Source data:
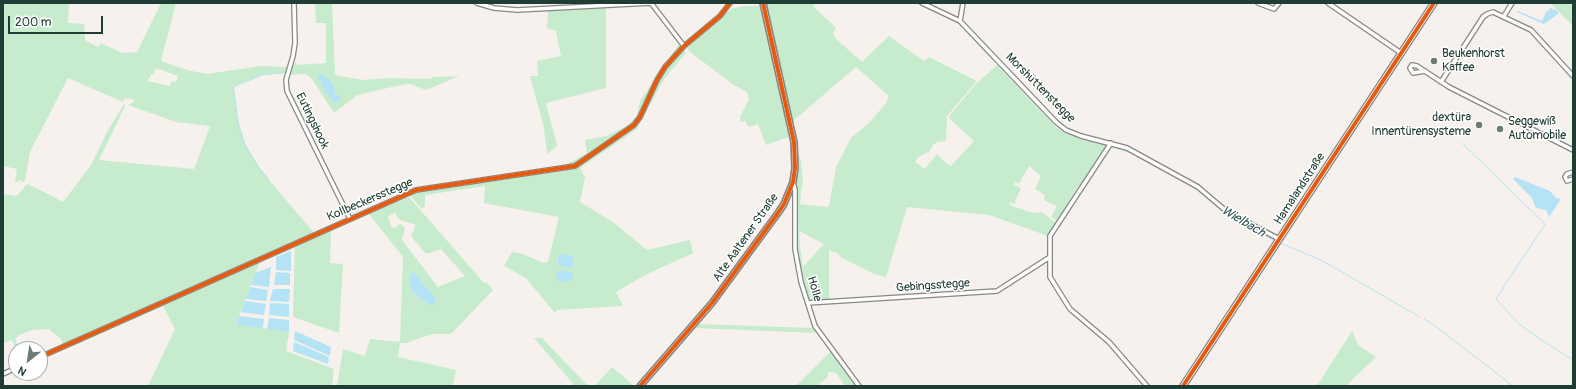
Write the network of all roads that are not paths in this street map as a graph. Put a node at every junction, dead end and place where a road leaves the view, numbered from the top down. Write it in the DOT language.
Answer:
graph roads {
  1 [pos="294,3"];
  2 [pos="477,3"];
  3 [pos="730,3"];
  4 [pos="763,3"];
  5 [pos="922,3"];
  6 [pos="963,3"];
  7 [pos="1258,3"];
  8 [pos="1278,3"];
  9 [pos="1328,3"];
  10 [pos="1434,3"];
  11 [pos="1512,3"];
  12 [pos="1504,16"];
  13 [pos="960,21"];
  14 [pos="684,46"];
  15 [pos="1401,53"];
  16 [pos="1425,71"];
  17 [pos="1573,76"];
  18 [pos="1441,82"];
  19 [pos="1111,143"];
  20 [pos="1573,150"];
  21 [pos="1573,172"];
  22 [pos="1573,179"];
  23 [pos="792,182"];
  24 [pos="350,219"];
  25 [pos="1278,240"];
  26 [pos="1050,257"];
  27 [pos="808,303"];
  28 [pos="48,353"];
  29 [pos="640,386"];
  30 [pos="859,386"];
  31 [pos="1147,386"];
  32 [pos="1183,386"];
  1 -- 24 [label="street, Eutingshook"];
  2 -- 14 [label="street"];
  3 -- 14 [label="street, Kollbeckersstegge"];
  4 -- 23 [label="street, Alte Aaltener Straße"];
  5 -- 13 [label="street, Morshüttenstegge"];
  6 -- 13 [label="street"];
  7 -- 8 [label="street"];
  9 -- 15 [label="street"];
  10 -- 15 [label="main road, Hamalandstraße"];
  11 -- 12 [label="street"];
  12 -- 17 [label="street"];
  12 -- 18 [label="street"];
  13 -- 19 [label="street, Morshüttenstegge"];
  14 -- 24 [label="street, Kollbeckersstegge"];
  15 -- 25 [label="main road, Hamalandstraße"];
  16 -- 18 [label="street"];
  18 -- 20 [label="street"];
  19 -- 25 [label="street, Morshüttenstegge"];
  19 -- 26 [label="street"];
  21 -- 22 [label="street"];
  23 -- 27 [label="street, Hölle"];
  23 -- 29 [label="street, Alte Aaltener Straße"];
  24 -- 28 [label="street, Kollbeckersstegge"];
  25 -- 32 [label="main road, Hamalandstraße"];
  26 -- 27 [label="street, Gebingsstegge"];
  26 -- 31 [label="street"];
  27 -- 30 [label="street, Hölle"];
}
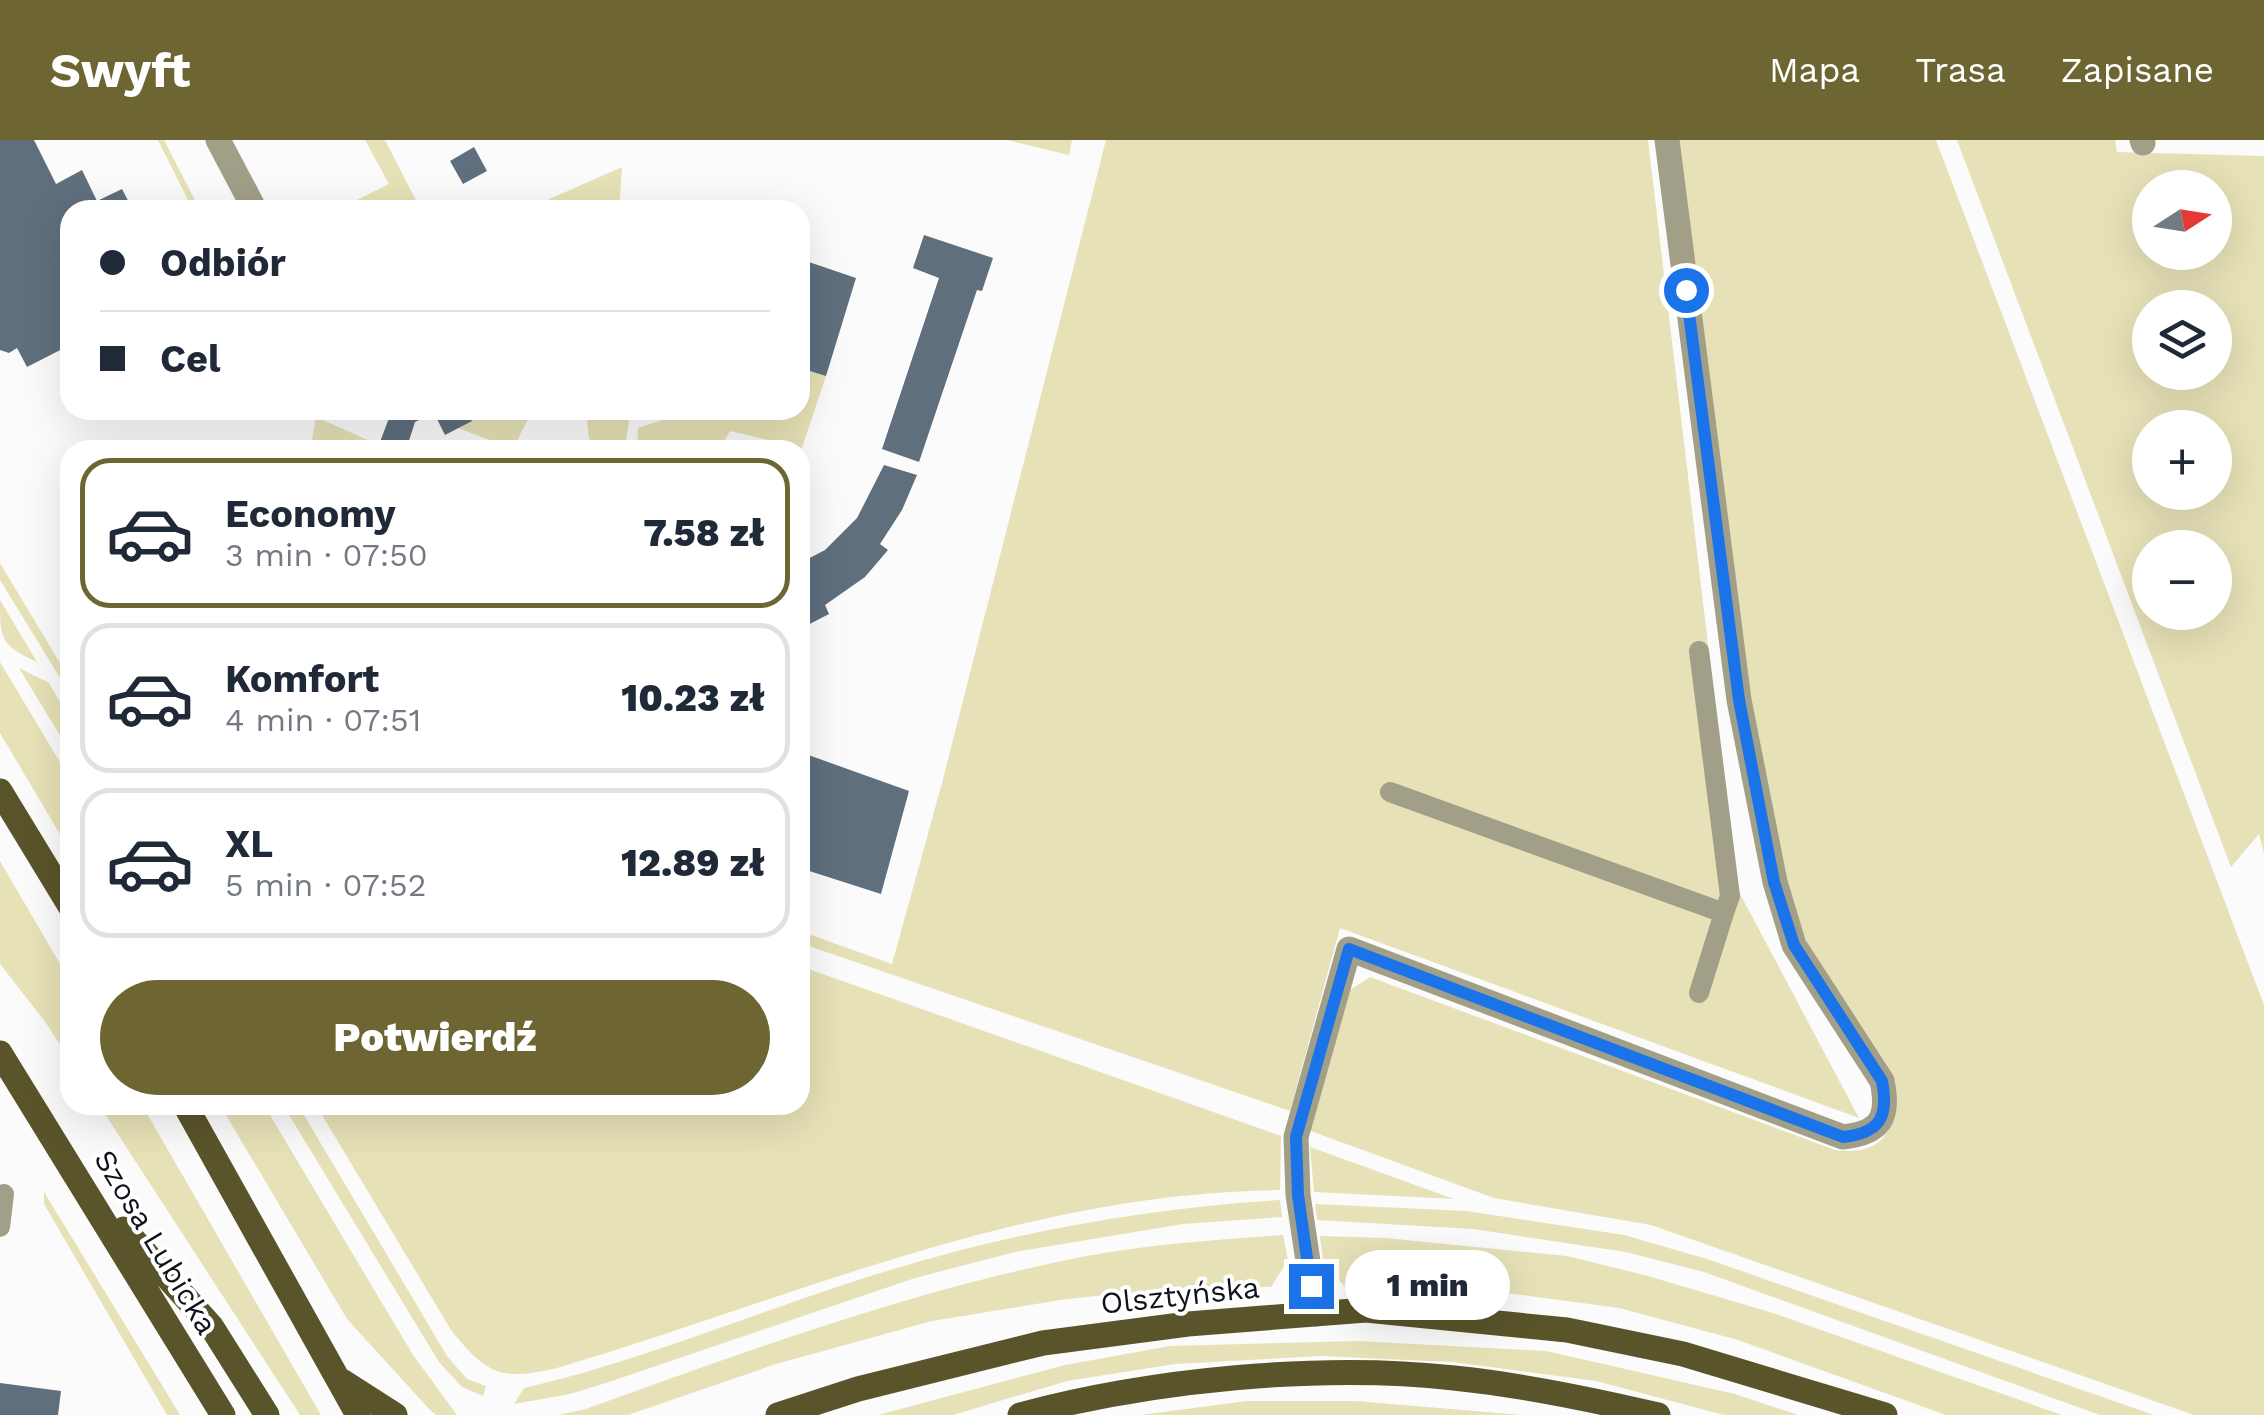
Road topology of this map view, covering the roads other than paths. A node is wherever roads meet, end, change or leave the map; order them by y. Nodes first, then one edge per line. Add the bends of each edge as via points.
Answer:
1 (218, 140) edge
2 (1667, 140) edge
3 (249, 200) edge
4 (1699, 651) dead end
5 (0, 791) edge
6 (1390, 792) dead end
7 (60, 890) edge
8 (1724, 913) junction
9 (1699, 993) dead end
10 (0, 1052) edge
11 (191, 1115) edge
12 (84, 1184) junction
13 (4, 1194) dead end
14 (0, 1227) edge
15 (1316, 1314) junction
16 (338, 1379) junction
17 (223, 1415) edge
18 (266, 1415) edge
19 (358, 1415) edge
20 (394, 1415) edge
21 (778, 1415) edge
22 (1020, 1415) edge
23 (1658, 1415) edge
24 (1885, 1415) edge

1 - 3 street
2 - 15 street via 1739,700 1774,882 1794,945 1882,1081 1886,1102 1866,1134 1843,1137 1349,949 1296,1137
4 - 8 lane via 1730,896
5 - 7 main road
6 - 8 lane
8 - 9 lane
10 - 12 main road, Szosa Lubicka
11 - 16 main road
12 - 17 main road, Szosa Lubicka
12 - 18 main road via 211,1326
13 - 14 lane
15 - 21 main road, Olsztyńska via 1043,1342
15 - 24 main road, Olsztyńska via 1366,1310 1567,1330 1683,1354
16 - 19 main road
16 - 20 main road
22 - 23 main road via 1118,1393 1252,1378 1384,1374 1514,1386

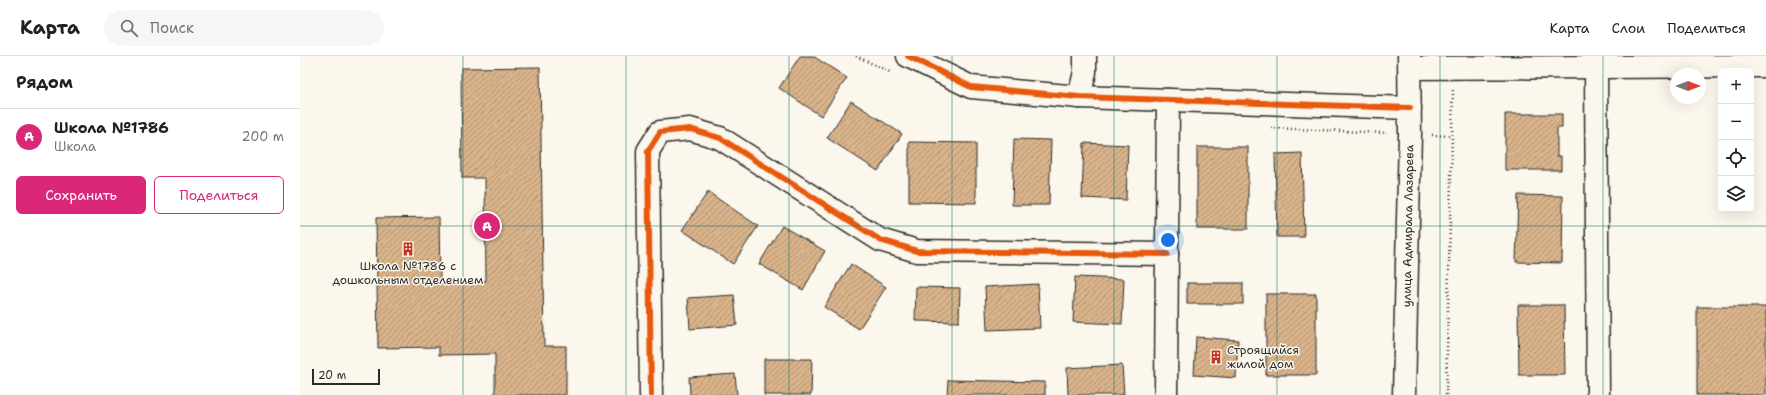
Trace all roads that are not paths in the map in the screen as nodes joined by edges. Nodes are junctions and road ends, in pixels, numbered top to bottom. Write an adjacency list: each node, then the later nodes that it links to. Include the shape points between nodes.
1 (908, 56): 7 (street, via 972,86)
2 (1085, 56): 7 (street, via 1085,72)
3 (1505, 61): 4 (street, via 1453,67); 6 (street)
4 (1409, 62): 9 (street, улица Адмирала Лазарева)
5 (1766, 66): 6 (street)
6 (1596, 67): 14 (street)
7 (1078, 97): 8 (street)
8 (1168, 100): 9 (street); 10 (street)
9 (1410, 108): 13 (street, улица Адмирала Лазарева)
10 (1167, 254): 11 (street, via 917,250 880,240 720,138 690,129 660,132 648,151); 12 (street)
11 (651, 395)
12 (1166, 395)
13 (1404, 395)
14 (1598, 395)

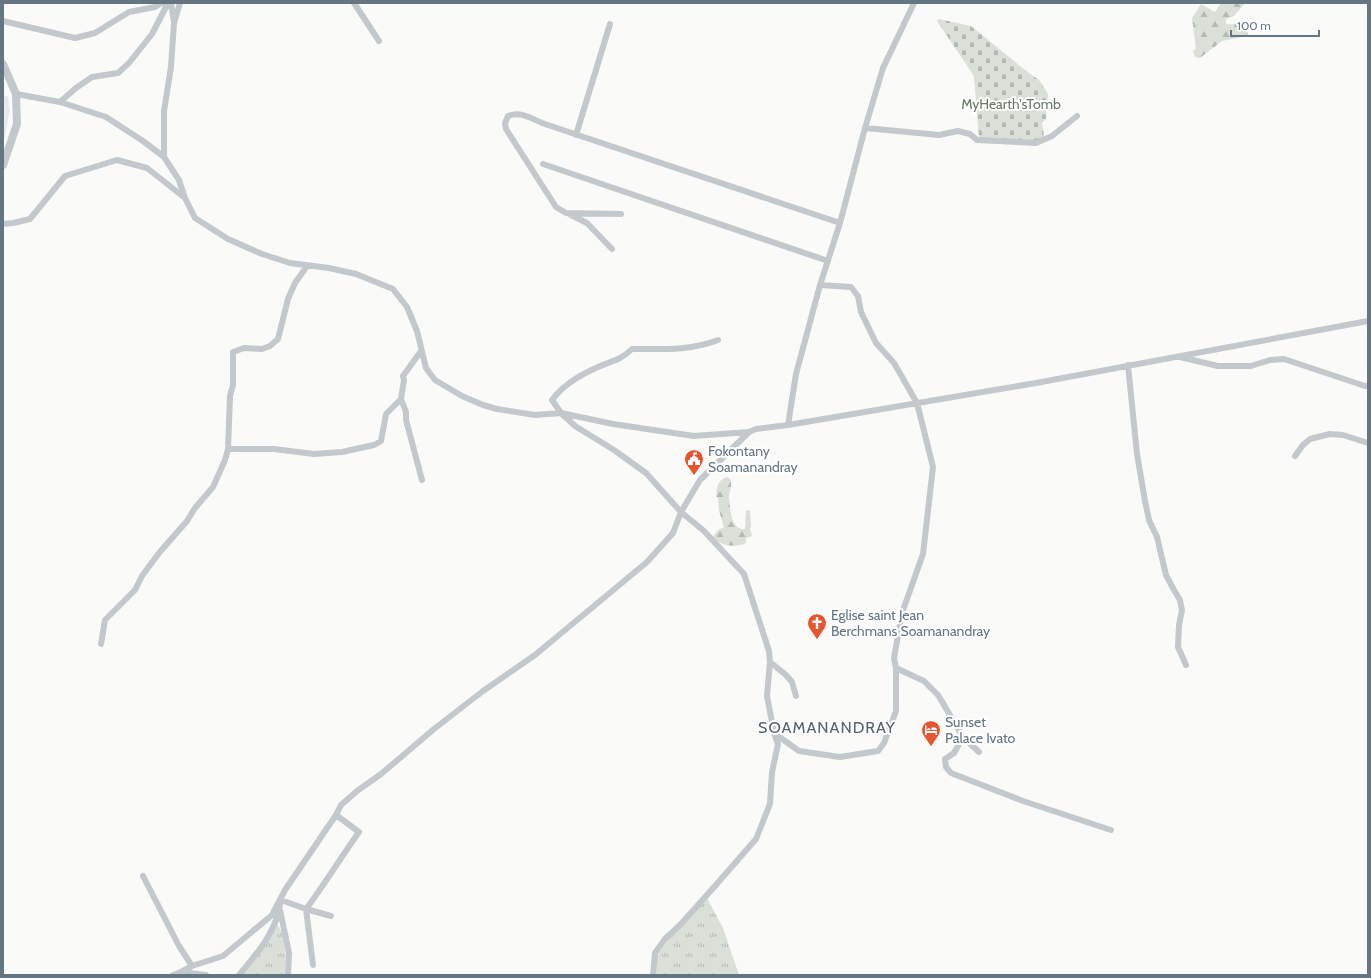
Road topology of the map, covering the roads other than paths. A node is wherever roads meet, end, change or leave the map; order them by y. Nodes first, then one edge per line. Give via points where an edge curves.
1 (162, 3) edge
2 (168, 3) edge
3 (171, 3) edge
4 (180, 3) edge
5 (354, 3) edge
6 (914, 3) edge
7 (3, 21) edge
8 (174, 23) junction
9 (610, 24) dead end
10 (379, 41) dead end
11 (3, 64) edge
12 (16, 94) junction
13 (60, 102) junction
14 (1077, 116) dead end
15 (865, 128) junction
16 (576, 135) junction
17 (164, 157) junction
18 (544, 164) dead end
19 (3, 165) edge
20 (185, 198) junction
21 (566, 213) junction
22 (621, 214) dead end
23 (840, 223) junction
24 (3, 224) edge
25 (612, 249) dead end
26 (828, 261) junction
27 (307, 266) junction
28 (820, 285) junction
29 (1368, 321) edge
30 (718, 340) dead end
31 (421, 351) junction
32 (1178, 356) junction
33 (1128, 365) junction
34 (1368, 386) edge
35 (401, 399) junction
36 (917, 403) junction
37 (561, 413) junction
38 (788, 425) junction
39 (749, 432) junction
40 (1368, 443) edge
41 (228, 450) junction
42 (1295, 456) dead end
43 (422, 480) dead end
44 (681, 512) junction
45 (101, 644) dead end
46 (770, 662) junction
47 (1186, 665) dead end
48 (896, 668) junction
49 (796, 696) dead end
50 (774, 733) junction
51 (963, 737) junction
52 (979, 752) dead end
53 (336, 815) junction
54 (1111, 830) dead end
55 (143, 876) dead end
56 (281, 900) junction
57 (280, 909) junction
58 (306, 909) junction
59 (331, 916) dead end
60 (313, 965) dead end
61 (192, 966) junction
62 (181, 972) junction
63 (173, 975) edge
64 (206, 975) edge
65 (239, 975) edge
66 (288, 975) edge
67 (653, 975) edge

1 - 7 street via 155,8 129,12 95,32 75,38
2 - 13 street via 152,34 129,63 118,73 92,77
3 - 8 street
4 - 8 street
5 - 10 street
6 - 15 street via 883,68
8 - 17 street via 164,111
9 - 16 street
11 - 12 street
12 - 13 street
12 - 19 street via 17,124
13 - 17 street via 106,117
14 - 15 street via 1052,136 1036,144 977,140 970,134 958,131 939,135
15 - 23 street
16 - 21 street via 515,113 508,116 505,123 506,129 556,207
16 - 23 street
17 - 20 street via 179,180
18 - 26 street
20 - 24 street via 147,168 117,160 65,176 30,219
20 - 27 street via 195,218 228,239 262,254
21 - 22 street
21 - 25 street via 587,223
23 - 26 street
26 - 28 street
27 - 31 street via 356,274 393,289 408,307
27 - 41 street via 288,299 278,339 262,349 244,348 233,352
28 - 36 street via 851,287 858,296 876,343 894,363
28 - 38 street via 796,374
29 - 32 street
30 - 37 street via 687,349 632,349 625,356 597,368 559,391 552,400
31 - 35 street via 403,376
31 - 37 street via 426,368 435,380 462,396 484,405 527,414
32 - 33 street
32 - 34 street via 1218,366 1251,366 1284,359
33 - 36 street
33 - 47 street via 1137,454 1145,501 1166,575 1180,600 1182,610 1178,647
35 - 41 street via 386,414 381,441 374,445 342,452 314,454 274,449
35 - 43 street
36 - 38 street
36 - 48 street via 934,468 923,554 902,613 894,658
37 - 39 street via 694,436
37 - 44 street via 575,426 646,473
38 - 39 street
39 - 44 street via 700,480
40 - 42 street via 1343,435 1330,434 1310,439
41 - 45 street via 213,487 158,553 135,590 105,620
44 - 46 street via 704,531 744,574 769,651
44 - 53 street via 673,533 647,562 535,655 483,691 357,791 341,805
46 - 49 street via 792,682
46 - 50 street via 767,696
48 - 50 street via 896,711 884,743 878,751 840,757 799,751
48 - 51 street via 924,681 938,695
50 - 67 street via 778,744 772,772 770,804 756,839 706,897 665,939 655,953
51 - 52 street
51 - 54 street via 954,753 945,759 951,773 1022,801
53 - 56 street via 285,890
53 - 58 street via 359,832
55 - 61 street
56 - 57 street
56 - 58 street
56 - 61 street via 272,915 223,956
57 - 65 street via 266,940
57 - 66 street via 289,953
58 - 59 street
58 - 60 street
61 - 62 street
62 - 63 street
62 - 64 street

How to complete this task: Say how many lines of the entries above include the string "Hölle", giving the number and nothing else.

Task output: 2